**What you need to do:** Within the records, how many lines hold the word "roll"? State that number alone.

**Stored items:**
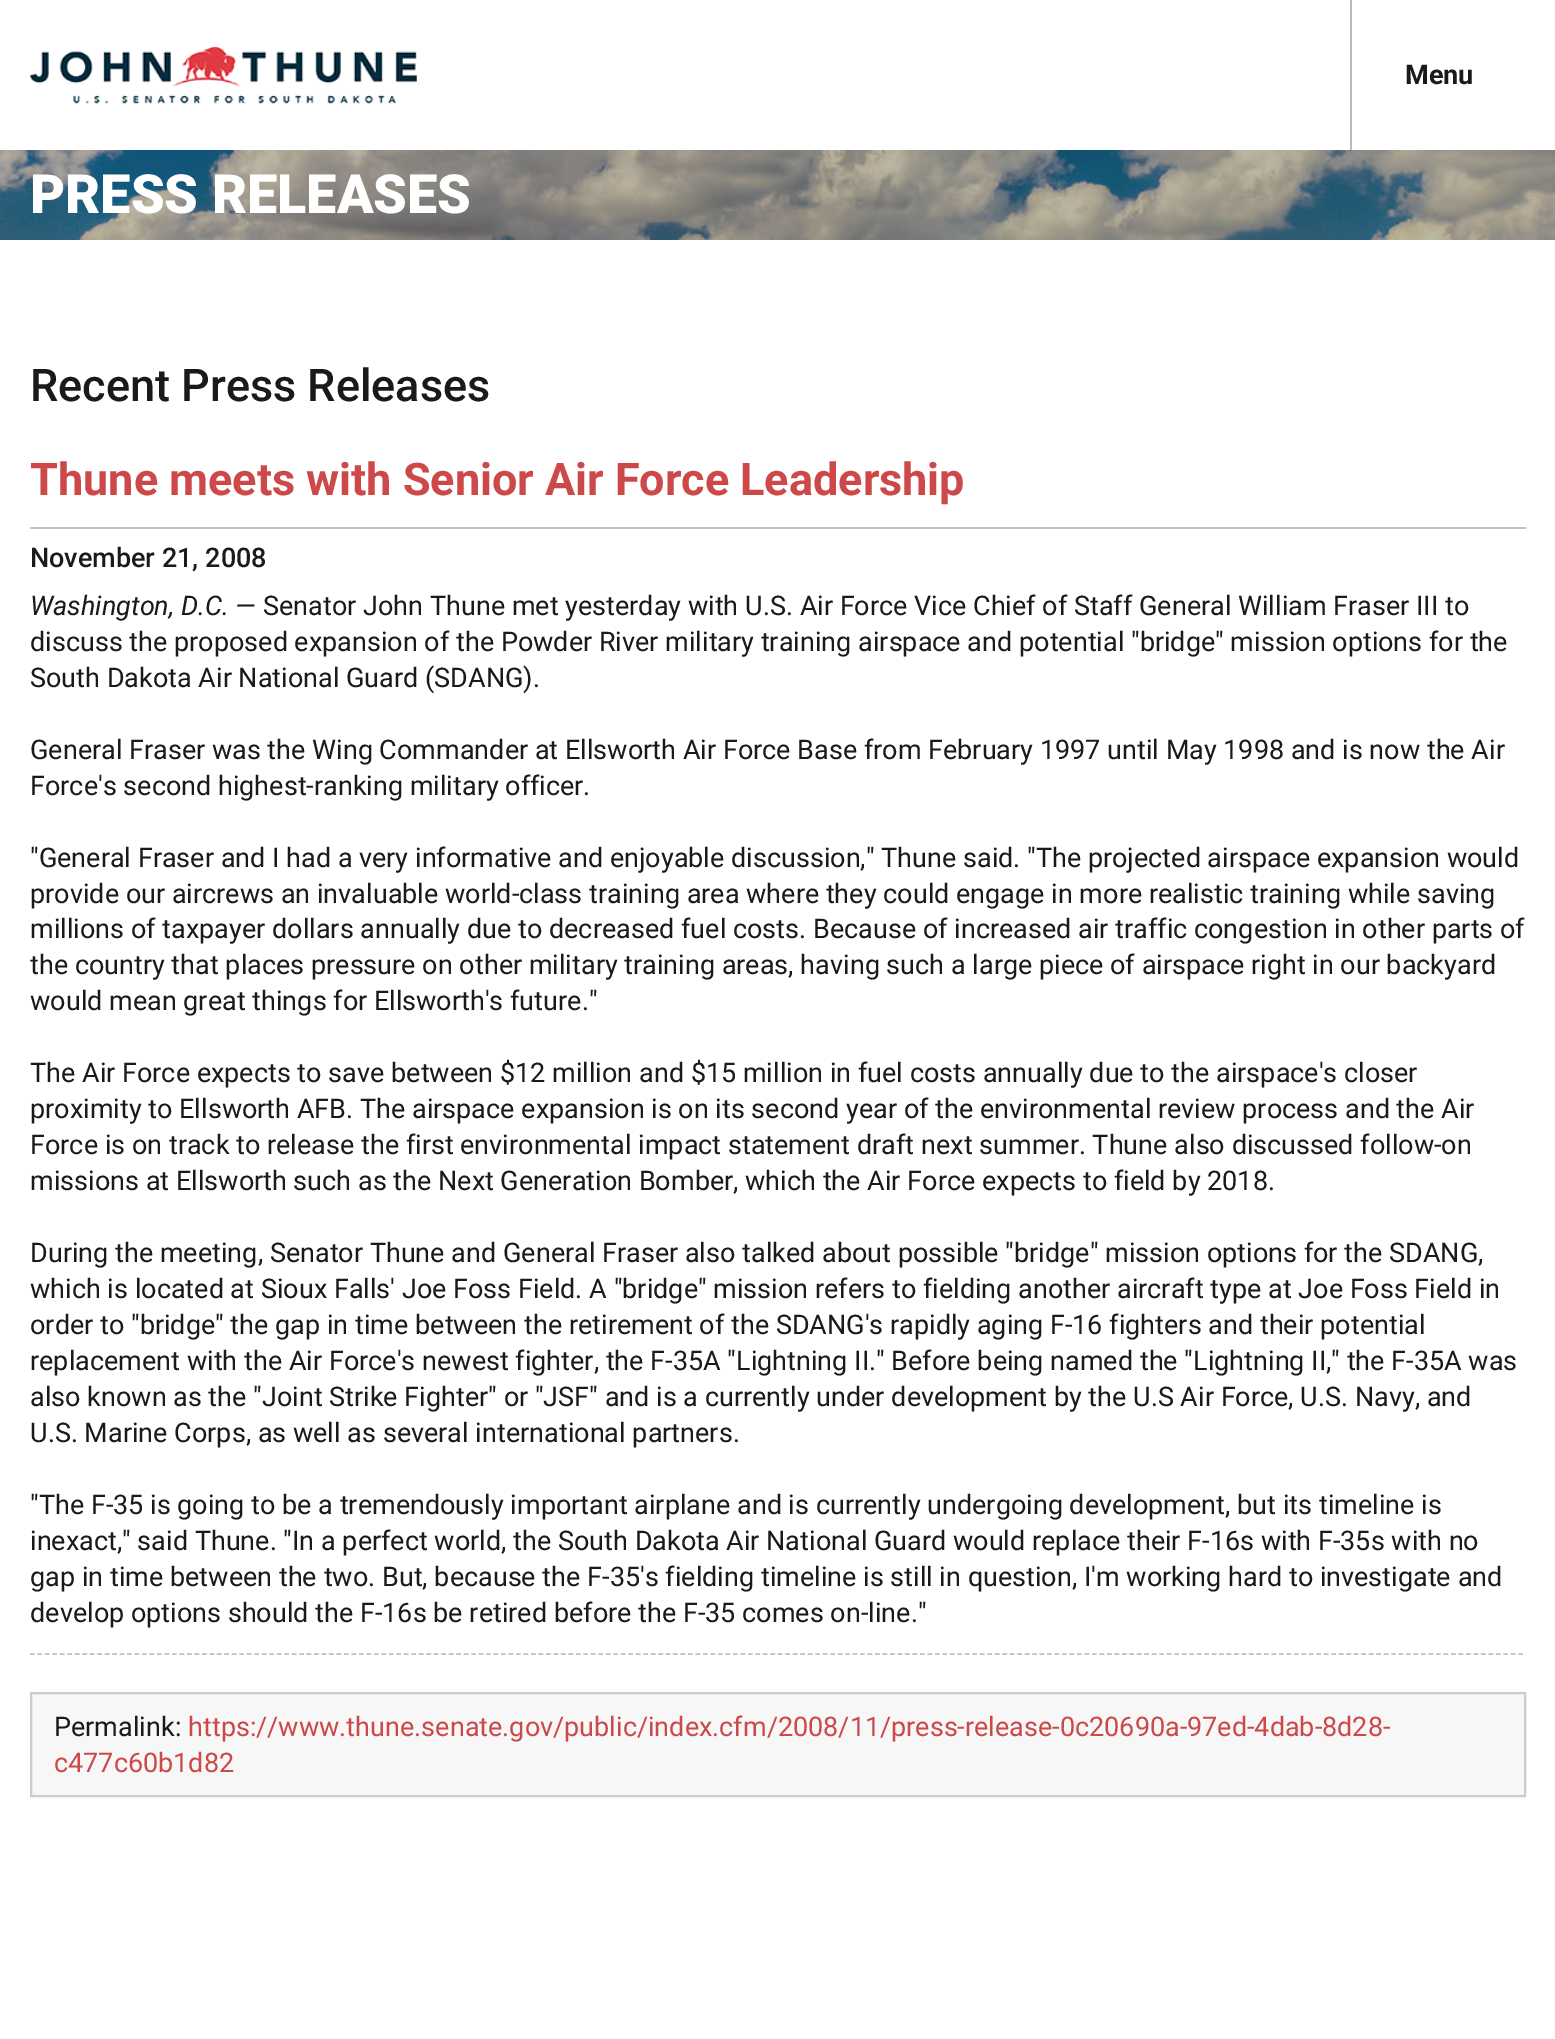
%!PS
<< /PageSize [1555 2039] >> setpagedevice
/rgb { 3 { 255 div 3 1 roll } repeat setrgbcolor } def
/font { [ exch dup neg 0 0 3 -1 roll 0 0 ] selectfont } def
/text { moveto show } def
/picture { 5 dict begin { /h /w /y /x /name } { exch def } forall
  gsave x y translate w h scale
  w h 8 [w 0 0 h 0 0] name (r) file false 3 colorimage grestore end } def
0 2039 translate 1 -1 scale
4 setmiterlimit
255 255 255 rgb
0 0 1555 2039 rectfill
(img_01.rgb) 30 46 387 58 picture
188 187 187 rgb
1350 0 2 150 rectfill
(img_02.rgb) 0 150 1555 90 picture
191 191 191 rgb
30 527 1496 2 rectfill
1.5 setlinewidth
[4.5 2.98] 0 setdash
30 1654 moveto 1495.5 0 rlineto stroke
247 247 247 rgb
31 1693 moveto 1494 0 rlineto 0 103 rlineto -1494 0 rlineto closepath gsave fill grestore
204 204 204 rgb
2 setlinewidth
[] 0 setdash
stroke
/Roboto-Bold 27 font
26 26 26 rgb
(Menu) 1405 84 text
/Roboto-Black 54 font
255 255 255 rgb
(PRESS RELEASES) 30 213 text
/Roboto-Medium 45 font
26 26 26 rgb
(Recent Press Releases) 30 401 text
/Roboto-Bold 45 font
204 72 73 rgb
(Thune meets with Senior Air Force Leadership) 30 495 text
/Roboto-Medium 27 font
26 26 26 rgb
(November 21, 2008) 30 567 text
/Roboto-Italic 27 font
(Washington, D.C. —) 30 615 text
/Roboto-Regular 27 font
(Senator John Thune met yesterday with U.S. Air Force Vice Chief of Staff General William Fraser III to) 263 615 text
(discuss the proposed expansion of the Powder River military training airspace and potential "bridge" mission options for the) 30 651 text
(South Dakota Air National Guard \(SDANG\).) 30 687 text
(General Fraser was the Wing Commander at Ellsworth Air Force Base from February 1997 until May 1998 and is now the Air) 30 759 text
(Force's second highest-ranking military officer.) 30 795 text
("General Fraser and I had a very informative and enjoyable discussion," Thune said. "The projected airspace expansion would) 30 867 text
(provide our aircrews an invaluable world-class training area where they could engage in more realistic training while saving) 30 903 text
(millions of taxpayer dollars annually due to decreased fuel costs. Because of increased air traffic congestion in other parts of) 30 938 text
(the country that places pressure on other military training areas, having such a large piece of airspace right in our backyard) 30 974 text
(would mean great things for Ellsworth's future.") 30 1010 text
(The Air Force expects to save between $12 million and $15 million in fuel costs annually due to the airspace's closer) 30 1082 text
(proximity to Ellsworth AFB. The airspace expansion is on its second year of the environmental review process and the Air) 30 1118 text
(Force is on track to release the first environmental impact statement draft next summer. Thune also discussed follow-on) 30 1154 text
(missions at Ellsworth such as the Next Generation Bomber, which the Air Force expects to field by 2018.) 30 1190 text
(During the meeting, Senator Thune and General Fraser also talked about possible "bridge" mission options for the SDANG,) 30 1262 text
(which is located at Sioux Falls' Joe Foss Field. A "bridge" mission refers to fielding another aircraft type at Joe Foss Field in) 30 1298 text
(order to "bridge" the gap in time between the retirement of the SDANG's rapidly aging F-16 fighters and their potential) 30 1334 text
(replacement with the Air Force's newest fighter, the F-35A "Lightning II." Before being named the "Lightning II," the F-35A was) 30 1370 text
(also known as the "Joint Strike Fighter" or "JSF" and is a currently under development by the U.S Air Force, U.S. Navy, and) 30 1406 text
(U.S. Marine Corps, as well as several international partners.) 30 1442 text
("The F-35 is going to be a tremendously important airplane and is currently undergoing development, but its timeline is) 30 1514 text
(inexact," said Thune. "In a perfect world, the South Dakota Air National Guard would replace their F-16s with F-35s with no) 30 1550 text
(gap in time between the two. But, because the F-35's fielding timeline is still in question, I'm working hard to investigate and) 30 1586 text
(develop options should the F-16s be retired before the F-35 comes on-line.") 30 1622 text
(Permalink:) 54 1736 text
204 72 73 rgb
(https://www.thune.senate.gov/public/index.cfm/2008/11/press-release-0c20690a-97ed-4dab-8d28-) 188 1736 text
(c477c60b1d82) 54 1772 text
showpage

**Expected answer:** 2